Stein Series Release Notes


Upgrade Notes

  • The lower constraint for python-memcached must be raised to version 1.58 in order to work with Python 3.4 and above.


New Features

  • [bug 1803940] Request ID and global request ID have been added to CADF notifications.

Bug Fixes

  • [bug 1649735] The auth_token middleware no longer attempts to retrieve the revocation list from the Keystone server. The deprecated options check_revocations_for_cached and check_revocations_for_cached have been removed.

  • [bug 1800017] Fix audit middleware service catalog parsing for the scenario where a service does not contain any endpoints. In that case, we should just skip over that service.

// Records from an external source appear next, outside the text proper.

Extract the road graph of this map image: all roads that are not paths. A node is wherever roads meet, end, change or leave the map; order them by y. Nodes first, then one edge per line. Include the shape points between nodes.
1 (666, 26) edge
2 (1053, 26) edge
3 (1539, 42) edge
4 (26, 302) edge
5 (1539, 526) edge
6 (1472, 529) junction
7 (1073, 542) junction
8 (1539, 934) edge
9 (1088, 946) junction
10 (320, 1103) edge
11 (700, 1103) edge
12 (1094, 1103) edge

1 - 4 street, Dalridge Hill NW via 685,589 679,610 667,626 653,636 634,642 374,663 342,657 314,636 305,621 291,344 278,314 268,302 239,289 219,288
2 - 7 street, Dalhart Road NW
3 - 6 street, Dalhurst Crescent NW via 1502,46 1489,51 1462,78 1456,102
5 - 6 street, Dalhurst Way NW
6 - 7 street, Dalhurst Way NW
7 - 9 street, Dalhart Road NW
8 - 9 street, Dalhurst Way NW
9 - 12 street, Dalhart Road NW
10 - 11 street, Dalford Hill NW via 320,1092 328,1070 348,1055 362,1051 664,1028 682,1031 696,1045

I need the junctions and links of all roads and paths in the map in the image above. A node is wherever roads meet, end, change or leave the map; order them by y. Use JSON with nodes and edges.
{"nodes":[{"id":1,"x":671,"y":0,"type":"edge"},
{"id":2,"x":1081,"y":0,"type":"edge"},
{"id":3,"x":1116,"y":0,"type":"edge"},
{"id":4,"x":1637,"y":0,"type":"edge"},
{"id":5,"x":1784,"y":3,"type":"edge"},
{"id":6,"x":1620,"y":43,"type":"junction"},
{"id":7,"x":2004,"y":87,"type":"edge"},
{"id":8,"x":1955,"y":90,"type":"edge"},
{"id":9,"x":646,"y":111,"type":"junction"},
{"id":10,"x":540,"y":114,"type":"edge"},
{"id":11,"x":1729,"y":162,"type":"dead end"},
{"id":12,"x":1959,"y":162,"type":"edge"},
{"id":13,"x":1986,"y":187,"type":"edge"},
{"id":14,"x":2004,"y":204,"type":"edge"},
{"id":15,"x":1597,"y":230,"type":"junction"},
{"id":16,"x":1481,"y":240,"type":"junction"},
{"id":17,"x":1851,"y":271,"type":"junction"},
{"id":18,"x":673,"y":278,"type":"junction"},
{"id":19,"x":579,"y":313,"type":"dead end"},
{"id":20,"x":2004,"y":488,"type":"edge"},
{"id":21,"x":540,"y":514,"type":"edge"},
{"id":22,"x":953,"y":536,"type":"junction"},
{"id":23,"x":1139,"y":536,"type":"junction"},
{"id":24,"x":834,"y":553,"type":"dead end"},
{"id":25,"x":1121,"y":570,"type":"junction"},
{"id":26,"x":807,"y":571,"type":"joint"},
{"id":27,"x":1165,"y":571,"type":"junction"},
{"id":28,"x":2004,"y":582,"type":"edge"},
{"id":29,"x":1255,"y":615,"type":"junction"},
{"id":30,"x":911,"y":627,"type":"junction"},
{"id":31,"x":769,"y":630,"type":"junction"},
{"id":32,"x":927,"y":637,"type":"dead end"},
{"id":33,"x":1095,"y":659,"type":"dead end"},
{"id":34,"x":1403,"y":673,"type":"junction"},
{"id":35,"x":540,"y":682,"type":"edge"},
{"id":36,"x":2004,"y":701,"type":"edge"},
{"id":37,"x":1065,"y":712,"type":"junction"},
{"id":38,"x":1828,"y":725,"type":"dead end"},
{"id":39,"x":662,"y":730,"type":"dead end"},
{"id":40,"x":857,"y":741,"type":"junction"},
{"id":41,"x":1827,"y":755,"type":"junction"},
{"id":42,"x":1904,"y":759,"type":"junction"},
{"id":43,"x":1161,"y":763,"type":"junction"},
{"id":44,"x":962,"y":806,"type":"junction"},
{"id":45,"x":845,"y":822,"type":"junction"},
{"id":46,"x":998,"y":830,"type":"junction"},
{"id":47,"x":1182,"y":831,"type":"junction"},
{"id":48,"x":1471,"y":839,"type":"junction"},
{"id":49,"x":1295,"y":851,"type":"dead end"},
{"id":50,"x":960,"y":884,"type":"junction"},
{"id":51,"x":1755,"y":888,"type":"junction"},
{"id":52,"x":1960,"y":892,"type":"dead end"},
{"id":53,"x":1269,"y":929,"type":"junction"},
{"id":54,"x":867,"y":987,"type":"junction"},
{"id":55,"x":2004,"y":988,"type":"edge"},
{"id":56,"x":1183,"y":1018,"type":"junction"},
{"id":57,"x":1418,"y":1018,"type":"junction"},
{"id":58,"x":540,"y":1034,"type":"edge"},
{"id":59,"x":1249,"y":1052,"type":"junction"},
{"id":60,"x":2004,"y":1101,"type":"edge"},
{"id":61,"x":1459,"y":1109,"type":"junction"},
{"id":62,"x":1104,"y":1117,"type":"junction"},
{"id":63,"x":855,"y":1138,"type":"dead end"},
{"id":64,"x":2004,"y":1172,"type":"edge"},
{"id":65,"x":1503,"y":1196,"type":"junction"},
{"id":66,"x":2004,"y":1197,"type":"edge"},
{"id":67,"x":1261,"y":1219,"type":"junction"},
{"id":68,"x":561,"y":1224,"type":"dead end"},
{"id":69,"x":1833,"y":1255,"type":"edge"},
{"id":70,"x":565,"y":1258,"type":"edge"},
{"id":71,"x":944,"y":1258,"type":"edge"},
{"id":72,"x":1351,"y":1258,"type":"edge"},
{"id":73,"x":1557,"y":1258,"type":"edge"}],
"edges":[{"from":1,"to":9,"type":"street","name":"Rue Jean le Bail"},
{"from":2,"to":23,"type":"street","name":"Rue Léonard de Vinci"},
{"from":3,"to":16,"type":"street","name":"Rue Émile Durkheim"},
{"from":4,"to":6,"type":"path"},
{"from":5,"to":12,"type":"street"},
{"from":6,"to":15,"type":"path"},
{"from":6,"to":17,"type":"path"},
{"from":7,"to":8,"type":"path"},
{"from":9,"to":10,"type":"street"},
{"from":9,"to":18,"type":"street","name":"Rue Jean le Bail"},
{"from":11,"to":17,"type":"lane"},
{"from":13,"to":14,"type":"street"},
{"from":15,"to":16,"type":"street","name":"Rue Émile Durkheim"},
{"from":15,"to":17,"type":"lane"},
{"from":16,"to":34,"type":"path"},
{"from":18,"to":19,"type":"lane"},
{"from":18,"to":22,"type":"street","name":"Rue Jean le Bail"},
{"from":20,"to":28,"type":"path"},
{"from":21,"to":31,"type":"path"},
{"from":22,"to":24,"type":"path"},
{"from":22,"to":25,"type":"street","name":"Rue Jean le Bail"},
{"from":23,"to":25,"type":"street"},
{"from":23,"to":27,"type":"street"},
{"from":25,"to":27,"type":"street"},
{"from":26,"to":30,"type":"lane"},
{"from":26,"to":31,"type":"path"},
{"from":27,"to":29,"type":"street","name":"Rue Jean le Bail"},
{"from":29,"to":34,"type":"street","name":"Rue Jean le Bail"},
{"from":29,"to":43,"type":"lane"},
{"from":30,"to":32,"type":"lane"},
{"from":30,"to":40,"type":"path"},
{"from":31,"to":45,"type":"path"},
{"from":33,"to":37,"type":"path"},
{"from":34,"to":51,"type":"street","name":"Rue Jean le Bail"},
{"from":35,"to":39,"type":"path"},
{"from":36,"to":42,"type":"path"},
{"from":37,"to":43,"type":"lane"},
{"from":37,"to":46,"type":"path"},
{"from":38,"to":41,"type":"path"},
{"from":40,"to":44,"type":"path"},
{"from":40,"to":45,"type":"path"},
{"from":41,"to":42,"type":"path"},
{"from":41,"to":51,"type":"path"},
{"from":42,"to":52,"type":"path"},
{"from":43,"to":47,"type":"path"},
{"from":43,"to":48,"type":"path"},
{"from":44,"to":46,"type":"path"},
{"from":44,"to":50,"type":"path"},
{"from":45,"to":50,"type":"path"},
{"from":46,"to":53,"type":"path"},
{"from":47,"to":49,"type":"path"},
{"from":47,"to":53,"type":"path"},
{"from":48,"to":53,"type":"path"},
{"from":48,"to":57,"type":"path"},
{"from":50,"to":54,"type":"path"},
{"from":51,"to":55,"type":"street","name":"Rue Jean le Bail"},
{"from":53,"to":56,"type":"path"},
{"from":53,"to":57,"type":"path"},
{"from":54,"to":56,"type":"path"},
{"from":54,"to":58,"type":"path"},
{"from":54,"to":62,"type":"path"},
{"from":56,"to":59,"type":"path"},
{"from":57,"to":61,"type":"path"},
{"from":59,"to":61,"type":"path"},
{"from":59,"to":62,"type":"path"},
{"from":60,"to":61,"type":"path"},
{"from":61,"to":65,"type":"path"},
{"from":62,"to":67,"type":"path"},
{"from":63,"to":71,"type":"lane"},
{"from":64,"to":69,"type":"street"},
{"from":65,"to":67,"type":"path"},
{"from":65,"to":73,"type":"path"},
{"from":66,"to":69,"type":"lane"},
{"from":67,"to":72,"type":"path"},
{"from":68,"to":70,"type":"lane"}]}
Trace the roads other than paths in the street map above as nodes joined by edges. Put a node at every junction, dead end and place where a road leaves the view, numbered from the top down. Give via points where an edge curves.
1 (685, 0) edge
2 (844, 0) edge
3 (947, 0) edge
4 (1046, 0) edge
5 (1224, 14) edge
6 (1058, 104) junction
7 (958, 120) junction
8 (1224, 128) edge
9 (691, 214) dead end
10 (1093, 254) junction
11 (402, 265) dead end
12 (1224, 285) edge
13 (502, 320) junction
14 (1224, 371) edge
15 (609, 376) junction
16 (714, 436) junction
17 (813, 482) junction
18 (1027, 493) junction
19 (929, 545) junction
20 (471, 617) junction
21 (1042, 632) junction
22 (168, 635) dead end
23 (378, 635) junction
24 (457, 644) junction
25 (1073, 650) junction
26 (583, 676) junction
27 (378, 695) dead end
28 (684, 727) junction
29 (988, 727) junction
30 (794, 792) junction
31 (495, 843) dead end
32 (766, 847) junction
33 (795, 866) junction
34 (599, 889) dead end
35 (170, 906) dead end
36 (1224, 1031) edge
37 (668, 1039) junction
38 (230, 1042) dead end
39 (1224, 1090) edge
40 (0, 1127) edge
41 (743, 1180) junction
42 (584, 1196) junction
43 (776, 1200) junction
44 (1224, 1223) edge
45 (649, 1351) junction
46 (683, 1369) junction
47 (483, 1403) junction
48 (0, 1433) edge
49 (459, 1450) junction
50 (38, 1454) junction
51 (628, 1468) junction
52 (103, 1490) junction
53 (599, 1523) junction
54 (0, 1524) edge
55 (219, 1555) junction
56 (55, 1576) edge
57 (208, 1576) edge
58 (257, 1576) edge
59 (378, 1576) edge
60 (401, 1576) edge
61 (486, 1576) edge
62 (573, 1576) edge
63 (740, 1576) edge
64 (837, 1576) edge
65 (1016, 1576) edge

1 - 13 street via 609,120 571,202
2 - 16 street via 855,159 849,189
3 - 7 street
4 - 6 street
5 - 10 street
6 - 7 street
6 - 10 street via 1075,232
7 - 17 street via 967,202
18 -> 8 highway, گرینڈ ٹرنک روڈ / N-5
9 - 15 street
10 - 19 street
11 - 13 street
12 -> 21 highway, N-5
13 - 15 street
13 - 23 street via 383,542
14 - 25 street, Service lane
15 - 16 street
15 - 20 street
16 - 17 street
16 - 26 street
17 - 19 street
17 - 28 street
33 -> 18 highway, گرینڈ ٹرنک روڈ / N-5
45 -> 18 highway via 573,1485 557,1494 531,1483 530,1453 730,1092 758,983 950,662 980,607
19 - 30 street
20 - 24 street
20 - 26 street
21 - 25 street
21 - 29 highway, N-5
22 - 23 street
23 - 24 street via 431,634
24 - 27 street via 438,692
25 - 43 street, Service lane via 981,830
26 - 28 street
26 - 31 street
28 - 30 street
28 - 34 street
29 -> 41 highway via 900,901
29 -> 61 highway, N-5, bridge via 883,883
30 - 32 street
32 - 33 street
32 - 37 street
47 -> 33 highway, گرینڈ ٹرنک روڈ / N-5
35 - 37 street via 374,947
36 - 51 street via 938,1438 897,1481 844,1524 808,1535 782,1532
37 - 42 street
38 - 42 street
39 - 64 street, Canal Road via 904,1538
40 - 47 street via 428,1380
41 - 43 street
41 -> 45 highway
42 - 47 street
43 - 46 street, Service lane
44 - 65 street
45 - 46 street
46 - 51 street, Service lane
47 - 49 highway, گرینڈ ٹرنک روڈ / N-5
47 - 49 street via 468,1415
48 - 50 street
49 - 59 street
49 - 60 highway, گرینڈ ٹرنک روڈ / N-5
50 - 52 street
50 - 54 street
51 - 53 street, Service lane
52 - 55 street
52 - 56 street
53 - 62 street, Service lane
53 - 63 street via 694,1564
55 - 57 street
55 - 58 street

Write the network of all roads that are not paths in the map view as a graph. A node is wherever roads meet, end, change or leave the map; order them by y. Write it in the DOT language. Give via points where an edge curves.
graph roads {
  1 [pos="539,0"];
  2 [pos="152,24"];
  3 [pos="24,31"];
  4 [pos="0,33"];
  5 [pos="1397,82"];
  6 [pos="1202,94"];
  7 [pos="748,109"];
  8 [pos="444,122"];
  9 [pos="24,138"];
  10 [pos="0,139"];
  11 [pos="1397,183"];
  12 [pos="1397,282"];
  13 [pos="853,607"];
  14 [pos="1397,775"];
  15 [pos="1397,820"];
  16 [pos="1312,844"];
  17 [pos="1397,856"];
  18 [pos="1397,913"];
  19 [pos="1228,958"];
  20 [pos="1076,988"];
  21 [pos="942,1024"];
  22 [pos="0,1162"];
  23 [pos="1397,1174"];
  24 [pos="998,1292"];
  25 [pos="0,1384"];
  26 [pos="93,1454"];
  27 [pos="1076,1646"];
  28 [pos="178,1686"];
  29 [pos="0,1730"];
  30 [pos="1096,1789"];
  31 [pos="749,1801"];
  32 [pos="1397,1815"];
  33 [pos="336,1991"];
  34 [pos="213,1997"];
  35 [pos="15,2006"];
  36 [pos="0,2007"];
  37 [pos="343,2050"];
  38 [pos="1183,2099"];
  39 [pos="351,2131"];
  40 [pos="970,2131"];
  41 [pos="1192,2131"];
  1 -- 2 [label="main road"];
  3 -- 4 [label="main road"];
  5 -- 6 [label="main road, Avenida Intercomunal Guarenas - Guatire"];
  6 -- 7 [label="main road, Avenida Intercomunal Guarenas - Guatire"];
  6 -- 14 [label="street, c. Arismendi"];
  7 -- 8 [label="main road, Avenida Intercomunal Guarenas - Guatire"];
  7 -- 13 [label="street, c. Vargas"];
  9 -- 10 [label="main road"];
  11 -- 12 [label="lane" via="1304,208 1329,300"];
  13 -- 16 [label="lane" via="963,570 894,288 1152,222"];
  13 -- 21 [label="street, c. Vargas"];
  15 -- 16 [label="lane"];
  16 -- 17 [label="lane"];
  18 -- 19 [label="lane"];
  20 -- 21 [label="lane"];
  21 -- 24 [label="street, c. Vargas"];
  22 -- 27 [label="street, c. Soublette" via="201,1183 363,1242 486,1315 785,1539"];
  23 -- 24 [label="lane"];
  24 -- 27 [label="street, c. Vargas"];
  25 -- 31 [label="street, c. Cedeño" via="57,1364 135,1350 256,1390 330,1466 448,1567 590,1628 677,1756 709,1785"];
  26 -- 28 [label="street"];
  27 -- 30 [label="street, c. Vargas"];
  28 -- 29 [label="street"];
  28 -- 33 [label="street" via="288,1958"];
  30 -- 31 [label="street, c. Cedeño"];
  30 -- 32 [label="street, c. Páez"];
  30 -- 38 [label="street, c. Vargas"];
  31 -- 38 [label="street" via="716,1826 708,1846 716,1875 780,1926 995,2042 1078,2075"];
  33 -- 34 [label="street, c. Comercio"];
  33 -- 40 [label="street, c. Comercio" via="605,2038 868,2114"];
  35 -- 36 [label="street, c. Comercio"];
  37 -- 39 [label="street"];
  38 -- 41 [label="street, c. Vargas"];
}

  • [bug 1809101] Fix req.context of Keystone audit middleware and Glance conflict with each other issue. The audit middleware now stores the admin context to req.environ[‘audit.context’].

  • [bug 1813739] When admin identity endpoint is not created yet, keystonemiddleware emit EndpointNotFound exception. Even after admin identity endpoint created, auth_token middleware could not be notified of update since it does not invalidate existing auth. Add an invalidation step so that endpoint updates can be detected.

  • [bug 1797584] Fixed a bug where the audit code would select the wrong target service if the OpenStack service endpoints were not using unique TCP ports.


Bug Fixes

  • [bug 1789351] Fixed the bug that when initialize AuthProtocol, it’ll raise “dictionary changed size during iteration” error if the input CONF object contains deprecated options.

  • When delay_auth_decision is enabled and a Keystone failure prevents a final decision about whether a token is valid or invalid, it will be marked invalid and the application will be responsible for a final auth decision. This is similar to what happens when a token is confirmed not valid. This allows a Keystone outage to only affect Keystone users in a multi-auth system.